▶ _What is required_: Leave out the pictures and copy every record exactly.

▶ _Information given_:
════════
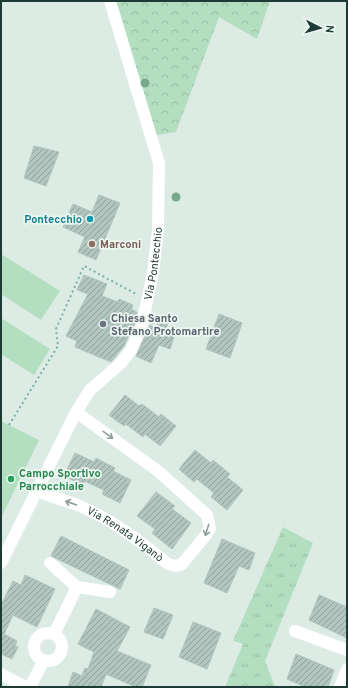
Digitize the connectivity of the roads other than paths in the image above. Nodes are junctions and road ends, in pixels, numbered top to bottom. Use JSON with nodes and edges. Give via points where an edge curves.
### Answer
{"nodes":[{"id":1,"x":110,"y":1,"type":"edge"},
{"id":2,"x":76,"y":412,"type":"junction"},
{"id":3,"x":37,"y":490,"type":"junction"},
{"id":4,"x":1,"y":562,"type":"edge"},
{"id":5,"x":50,"y":563,"type":"dead end"},
{"id":6,"x":77,"y":586,"type":"junction"},
{"id":7,"x":110,"y":592,"type":"dead end"},
{"id":8,"x":295,"y":631,"type":"dead end"},
{"id":9,"x":54,"y":634,"type":"junction"},
{"id":10,"x":347,"y":650,"type":"edge"},
{"id":11,"x":44,"y":660,"type":"junction"},
{"id":12,"x":347,"y":669,"type":"edge"},
{"id":13,"x":1,"y":674,"type":"edge"},
{"id":14,"x":26,"y":687,"type":"edge"},
{"id":15,"x":30,"y":687,"type":"edge"},
{"id":16,"x":340,"y":687,"type":"edge"}],
"edges":[{"from":1,"to":2,"type":"street","name":"Via Pontecchio","via":[[159,163],[158,229],[153,273],[142,325],[131,350],[121,363],[90,390]]},
{"from":2,"to":3,"type":"street","name":"Via Pontecchio"},
{"from":2,"to":3,"type":"street","name":"Via Renata Viganò","one_way":true,"via":[[158,470],[207,515],[210,528],[182,564],[176,566],[168,564],[122,528],[74,503],[47,496]]},
{"from":3,"to":4,"type":"street","name":"Via Pontecchio"},
{"from":5,"to":6,"type":"street"},
{"from":6,"to":7,"type":"street"},
{"from":6,"to":9,"type":"street"},
{"from":8,"to":10,"type":"street"},
{"from":9,"to":11,"type":"street","via":[[62,643],[60,655],[56,659]]},
{"from":9,"to":11,"type":"street","via":[[41,635],[34,645],[38,657]]},
{"from":11,"to":15,"type":"street"},
{"from":12,"to":16,"type":"street"},
{"from":13,"to":14,"type":"street"}]}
════════
▶ _Task answer_:
Digitize the connectivity of the roads other than paths in the image above. Nodes are junctions and road ends, in pixels, numbered top to bottom. Use JSON with nodes and edges. Give via points where an edge curves.
### Answer
{"nodes":[{"id":1,"x":110,"y":1,"type":"edge"},
{"id":2,"x":76,"y":412,"type":"junction"},
{"id":3,"x":37,"y":490,"type":"junction"},
{"id":4,"x":1,"y":562,"type":"edge"},
{"id":5,"x":50,"y":563,"type":"dead end"},
{"id":6,"x":77,"y":586,"type":"junction"},
{"id":7,"x":110,"y":592,"type":"dead end"},
{"id":8,"x":295,"y":631,"type":"dead end"},
{"id":9,"x":54,"y":634,"type":"junction"},
{"id":10,"x":347,"y":650,"type":"edge"},
{"id":11,"x":44,"y":660,"type":"junction"},
{"id":12,"x":347,"y":669,"type":"edge"},
{"id":13,"x":1,"y":674,"type":"edge"},
{"id":14,"x":26,"y":687,"type":"edge"},
{"id":15,"x":30,"y":687,"type":"edge"},
{"id":16,"x":340,"y":687,"type":"edge"}],
"edges":[{"from":1,"to":2,"type":"street","name":"Via Pontecchio","via":[[159,163],[158,229],[153,273],[142,325],[131,350],[121,363],[90,390]]},
{"from":2,"to":3,"type":"street","name":"Via Pontecchio"},
{"from":2,"to":3,"type":"street","name":"Via Renata Viganò","one_way":true,"via":[[158,470],[207,515],[210,528],[182,564],[176,566],[168,564],[122,528],[74,503],[47,496]]},
{"from":3,"to":4,"type":"street","name":"Via Pontecchio"},
{"from":5,"to":6,"type":"street"},
{"from":6,"to":7,"type":"street"},
{"from":6,"to":9,"type":"street"},
{"from":8,"to":10,"type":"street"},
{"from":9,"to":11,"type":"street","via":[[62,643],[60,655],[56,659]]},
{"from":9,"to":11,"type":"street","via":[[41,635],[34,645],[38,657]]},
{"from":11,"to":15,"type":"street"},
{"from":12,"to":16,"type":"street"},
{"from":13,"to":14,"type":"street"}]}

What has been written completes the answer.